Joining DataFrames
Combine data from multiple sources using join operations.
Overview
Joins combine rows from two DataFrames based on matching values in specified columns. Molniya supports several join types:
| Join Type | Description | Use Case |
|---|---|---|
innerJoin | Only matching rows from both | Find orders with valid customers |
leftJoin | All left rows, matching right | All orders with customer info if available |
semiJoin | Left rows with matches in right | Find customers who have orders |
antiJoin | Left rows without matches | Find customers with no orders |
crossJoin | All combinations | Generate combinations |
Join Performance
Joins currently load both DataFrames into memory. For large datasets, filter before joining when possible.
Inner Join
Returns only rows where the join key exists in both DataFrames.
import { readCsv, DType, col } from "molniya";
const orders = await readCsv("orders.csv", {
orderId: DType.int32,
customerId: DType.int32,
amount: DType.float64
});
const customers = await readCsv("customers.csv", {
id: DType.int32,
name: DType.string,
email: DType.string
});
// Join orders with customer info
const withCustomers = await orders.innerJoin(
customers,
"customerId", // Column in orders
"id" // Column in customers
);
await withCustomers.select("orderId", "name", "amount").show();With Different Column Names
const result = await orders.innerJoin(
customers,
"customerId", // Left column
"customer_id" // Right column (different name)
);With Suffix for Overlapping Columns
const result = await orders.innerJoin(
customers,
"customerId",
"id",
"_right" // Suffix for overlapping column names
);Left Join
Returns all rows from the left DataFrame, with matching rows from the right (null if no match).
// All orders, with customer info where available
const withCustomers = await orders.leftJoin(
customers,
"customerId",
"id"
);
// Orders without customers will have null customer columnsSemi Join
Returns rows from the left DataFrame where the join key exists in the right.

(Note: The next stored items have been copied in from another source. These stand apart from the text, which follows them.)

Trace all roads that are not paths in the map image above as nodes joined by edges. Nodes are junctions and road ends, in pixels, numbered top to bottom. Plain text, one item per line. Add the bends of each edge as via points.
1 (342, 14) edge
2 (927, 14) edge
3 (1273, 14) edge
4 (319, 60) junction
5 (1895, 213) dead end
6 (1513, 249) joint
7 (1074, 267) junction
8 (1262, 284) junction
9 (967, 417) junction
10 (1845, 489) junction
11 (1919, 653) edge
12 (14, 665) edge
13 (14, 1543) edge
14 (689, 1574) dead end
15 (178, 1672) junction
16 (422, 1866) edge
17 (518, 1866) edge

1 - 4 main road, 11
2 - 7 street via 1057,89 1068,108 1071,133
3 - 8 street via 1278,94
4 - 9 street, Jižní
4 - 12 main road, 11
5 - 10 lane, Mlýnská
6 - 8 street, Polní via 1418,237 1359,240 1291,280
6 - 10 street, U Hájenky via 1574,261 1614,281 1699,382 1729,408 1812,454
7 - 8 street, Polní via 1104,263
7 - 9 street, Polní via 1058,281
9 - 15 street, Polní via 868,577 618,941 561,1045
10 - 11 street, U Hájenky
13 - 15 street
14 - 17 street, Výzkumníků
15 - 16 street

// Find customers who have placed orders
const customersWithOrders = await customers.semiJoin(
orders,
"id" // customers.id matches orders.customerId
);
// Result only has columns from customersSemi Join vs Inner Join
Use semiJoin when you only need columns from the left DataFrame. It's more efficient than innerJoin followed by select().
Anti Join
Returns rows from the left DataFrame where the join key does NOT exist in the right.

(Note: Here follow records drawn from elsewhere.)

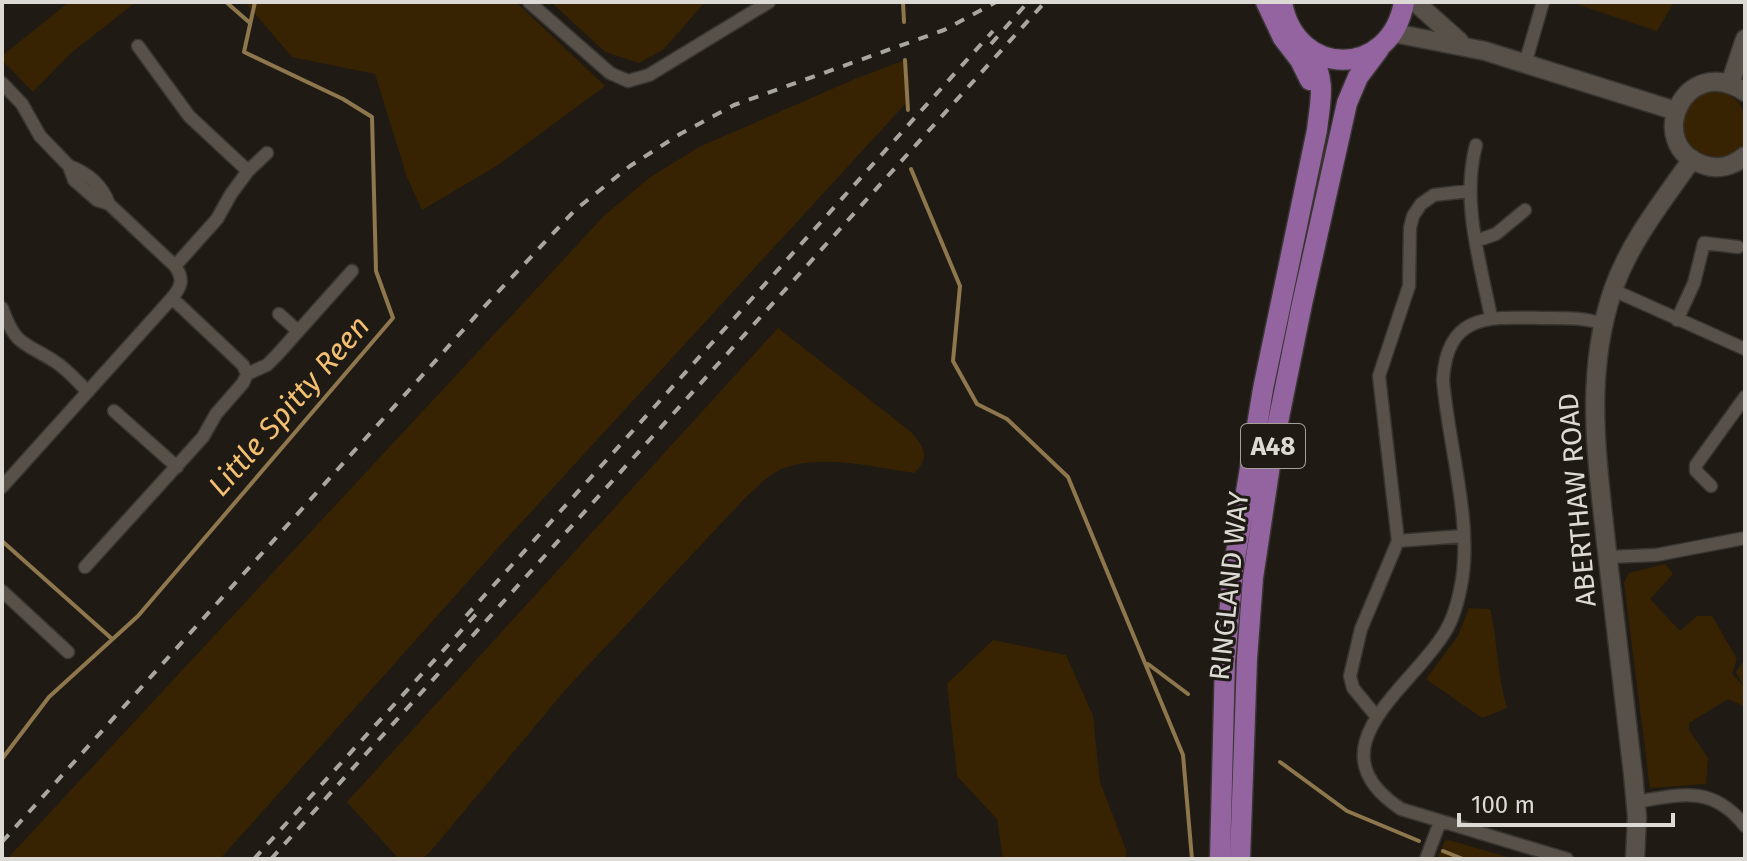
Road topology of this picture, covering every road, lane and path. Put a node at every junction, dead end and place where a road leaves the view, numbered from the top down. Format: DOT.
graph roads {
  1 [pos="529,2"];
  2 [pos="769,2"];
  3 [pos="1266,2"];
  4 [pos="1282,2"];
  5 [pos="1404,2"];
  6 [pos="1415,2"];
  7 [pos="1543,2"];
  8 [pos="1394,33"];
  9 [pos="1745,39"];
  10 [pos="138,46"];
  11 [pos="1464,46"];
  12 [pos="1379,49"];
  13 [pos="1310,51"];
  14 [pos="1525,64"];
  15 [pos="628,81"];
  16 [pos="2,83"];
  17 [pos="1737,88"];
  18 [pos="618,92"];
  19 [pos="1676,111"];
  20 [pos="1476,145"];
  21 [pos="267,153"];
  22 [pos="1745,156"];
  23 [pos="1692,159"];
  24 [pos="248,171"];
  25 [pos="1469,191"];
  26 [pos="1302,201"];
  27 [pos="1525,210"];
  28 [pos="1476,241"];
  29 [pos="1738,247"];
  30 [pos="175,266"];
  31 [pos="352,271"];
  32 [pos="1613,290"];
  33 [pos="172,298"];
  34 [pos="2,308"];
  35 [pos="279,314"];
  36 [pos="1491,317"];
  37 [pos="1677,320"];
  38 [pos="1603,324"];
  39 [pos="298,331"];
  40 [pos="1745,349"];
  41 [pos="247,374"];
  42 [pos="88,392"];
  43 [pos="1745,397"];
  44 [pos="114,411"];
  45 [pos="177,467"];
  46 [pos="1711,486"];
  47 [pos="2,487"];
  48 [pos="1463,536"];
  49 [pos="1745,538"];
  50 [pos="1398,541"];
  51 [pos="1608,557"];
  52 [pos="85,567"];
  53 [pos="2,591"];
  54 [pos="68,652"];
  55 [pos="1377,717"];
  56 [pos="1636,802"];
  57 [pos="1440,822"];
  58 [pos="1745,826"];
  59 [pos="1220,859"];
  60 [pos="1240,859"];
  61 [pos="1426,859"];
  62 [pos="1567,859"];
  63 [pos="1635,859"];
  1 -- 15 [label="street"];
  2 -- 15 [label="street"];
  3 -- 26 [label="main road, RINGLAND WAY / A48"];
  4 -- 13 [label="main road, A48"];
  5 -- 8 [label="main road, A48"];
  6 -- 11 [label="street"];
  7 -- 14 [label="street"];
  8 -- 11 [label="street"];
  8 -- 12 [label="main road, A48"];
  9 -- 17 [label="street"];
  10 -- 24 [label="street"];
  11 -- 14 [label="street"];
  12 -- 13 [label="main road"];
  12 -- 60 [label="main road, RINGLAND WAY / A48"];
  13 -- 26 [label="main road, RINGLAND WAY / A48"];
  14 -- 19 [label="street"];
  15 -- 18 [label="street"];
  16 -- 30 [label="street"];
  17 -- 19 [label="street"];
  19 -- 23 [label="street"];
  20 -- 25 [label="street"];
  21 -- 24 [label="street"];
  22 -- 23 [label="street"];
  23 -- 32 [label="street, ABERTHAW ROAD"];
  24 -- 30 [label="street"];
  25 -- 28 [label="street"];
  25 -- 50 [label="street"];
  26 -- 59 [label="main road, RINGLAND WAY / A48"];
  27 -- 28 [label="street"];
  28 -- 36 [label="street"];
  29 -- 37 [label="street"];
  30 -- 33 [label="street"];
  31 -- 39 [label="street"];
  32 -- 37 [label="street"];
  32 -- 38 [label="street, ABERTHAW ROAD"];
  33 -- 41 [label="street"];
  33 -- 42 [label="street"];
  34 -- 42 [label="street"];
  35 -- 39 [label="street"];
  36 -- 38 [label="street"];
  36 -- 48 [label="street"];
  37 -- 40 [label="street"];
  38 -- 51 [label="street, ABERTHAW ROAD"];
  39 -- 41 [label="street"];
  41 -- 45 [label="street"];
  42 -- 47 [label="street"];
  43 -- 46 [label="street"];
  44 -- 45 [label="street"];
  45 -- 52 [label="street"];
  48 -- 50 [label="street"];
  48 -- 55 [label="street"];
  49 -- 51 [label="street"];
  50 -- 55 [label="street"];
  51 -- 56 [label="street, ABERTHAW ROAD"];
  53 -- 54 [label="street"];
  55 -- 57 [label="street"];
  56 -- 58 [label="street"];
  56 -- 63 [label="street, ABERTHAW ROAD"];
  57 -- 61 [label="street"];
  57 -- 62 [label="street"];
}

// Find customers who haven't placed orders
const inactiveCustomers = await customers.antiJoin(
orders,
"id"
);
// Find orders without valid customers
const orphanedOrders = await orders.antiJoin(
customers,
"customerId"
);Cross Join
Returns the Cartesian product of both DataFrames (every combination).
const products = await readCsv("products.csv", {
productId: DType.int32,
name: DType.string
});
const regions = await readCsv("regions.csv", {
regionId: DType.int32,
regionName: DType.string
});
// All product-region combinations
const combinations = await products.crossJoin(regions);Cross Join Size
A cross join of two DataFrames with 1000 rows each produces 1,000,000 rows. Use with caution!
Multi-Column Joins
Currently, joins only support single-column keys. For multi-column joins, combine keys first:
// Workaround: Create composite key
const ordersWithKey = orders.withColumn(
"join_key",
col("customerId").mul(1000000).add(col("regionId"))
);
const customersWithKey = customers.withColumn(
"join_key",
col("customerId").mul(1000000).add(col("regionId"))
);
const result = await ordersWithKey.innerJoin(
customersWithKey,
"join_key"
);Practical Examples
Enriching Data
// Add category names to products
const productsWithCategory = await products
.innerJoin(categories, "categoryId", "id")

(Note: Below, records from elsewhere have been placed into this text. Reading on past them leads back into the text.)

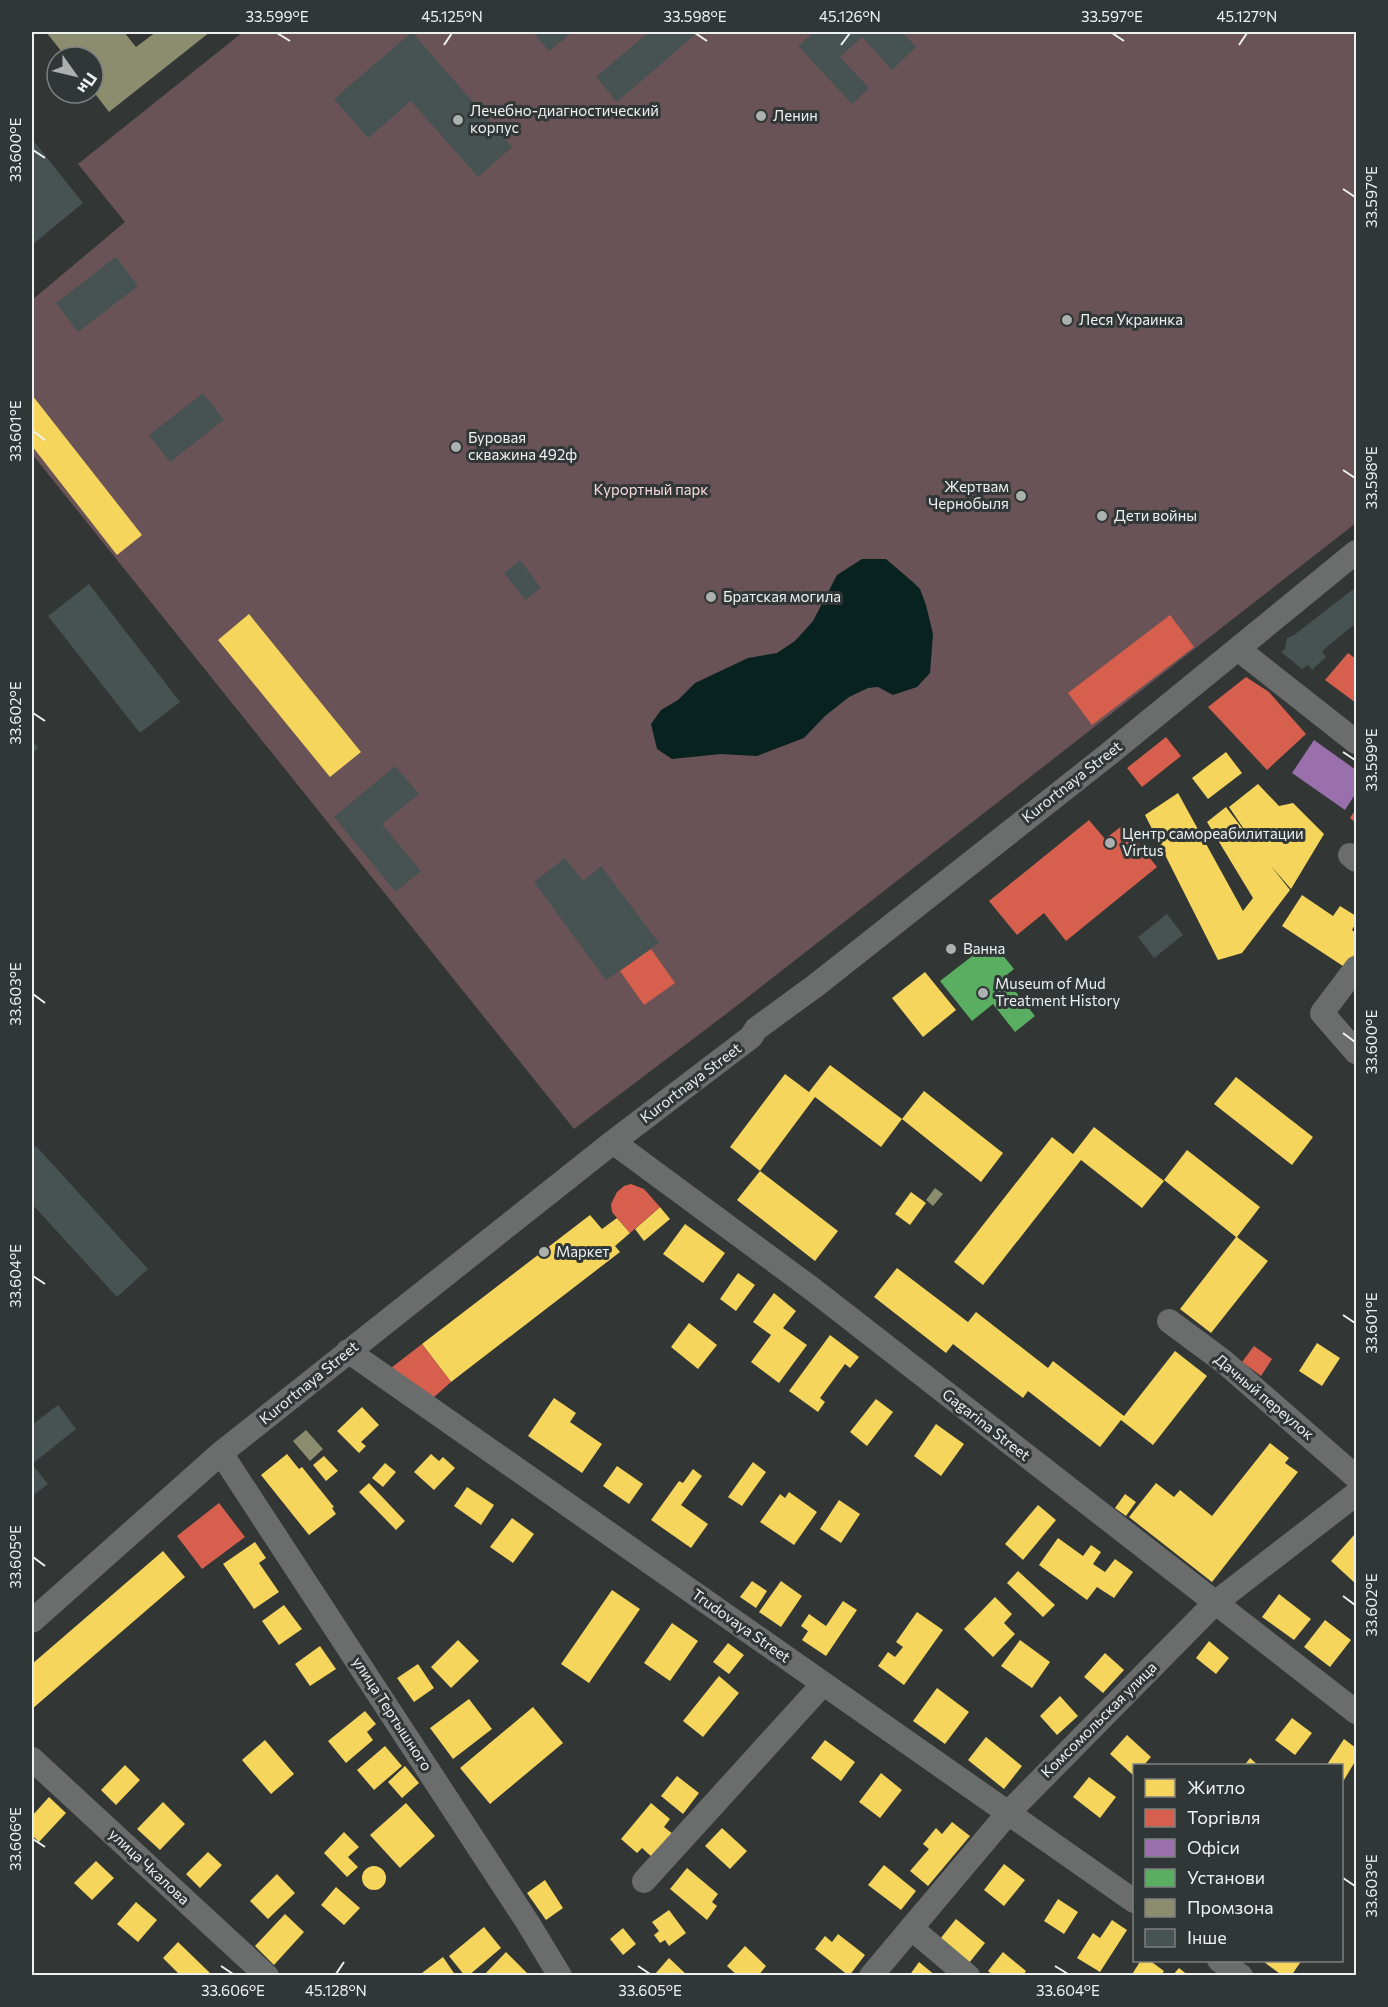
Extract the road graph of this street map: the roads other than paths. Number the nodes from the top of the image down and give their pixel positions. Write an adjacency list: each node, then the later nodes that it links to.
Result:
1 (1356, 552): 2 (street, Kurortnaya Street)
2 (1238, 649): 3 (street); 6 (street, Kurortnaya Street)
3 (1356, 742)
4 (1356, 968): 5 (street)
5 (1356, 1052)
6 (613, 1142): 8 (street, Kurortnaya Street); 12 (street, Gagarina Street)
7 (1169, 1321): 10 (street, Дачный переулок)
8 (348, 1351): 9 (street, Kurortnaya Street); 14 (street, Trudovaya Street)
9 (221, 1453): 13 (street, Kurortnaya Street); 23 (street, улица Тертышного)
10 (1356, 1477)
11 (1356, 1494): 12 (street, Комсомольская улица)
12 (1215, 1603): 15 (street, Gagarina Street); 17 (street, Комсомольская улица)
13 (32, 1621)
14 (823, 1684): 17 (street, Trudovaya Street); 18 (street)
15 (1356, 1712)
16 (32, 1759): 22 (street, улица Чкалова)
17 (1009, 1812): 19 (street, Trudovaya Street); 20 (street, Комсомольская улица)
18 (644, 1881)
19 (1133, 1900)
20 (911, 1928): 24 (street, Комсомольская улица); 25 (street)
21 (1222, 1962): 26 (street)
22 (267, 1976)
23 (560, 1976)
24 (871, 1976)
25 (968, 1976)
26 (1240, 1976)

.select("productId", "productName", "categoryName", "price");Finding Missing Data
// Products without categories
const uncategorized = await products.antiJoin(
categories,
"categoryId"
);
// Categories without products
const emptyCategories = await categories.antiJoin(
products,
"id",
"categoryId"
);Many-to-Many Relationships
// Tags and products (through junction table)
const productTags = await products
.innerJoin(productTagJunction, "productId", "productId")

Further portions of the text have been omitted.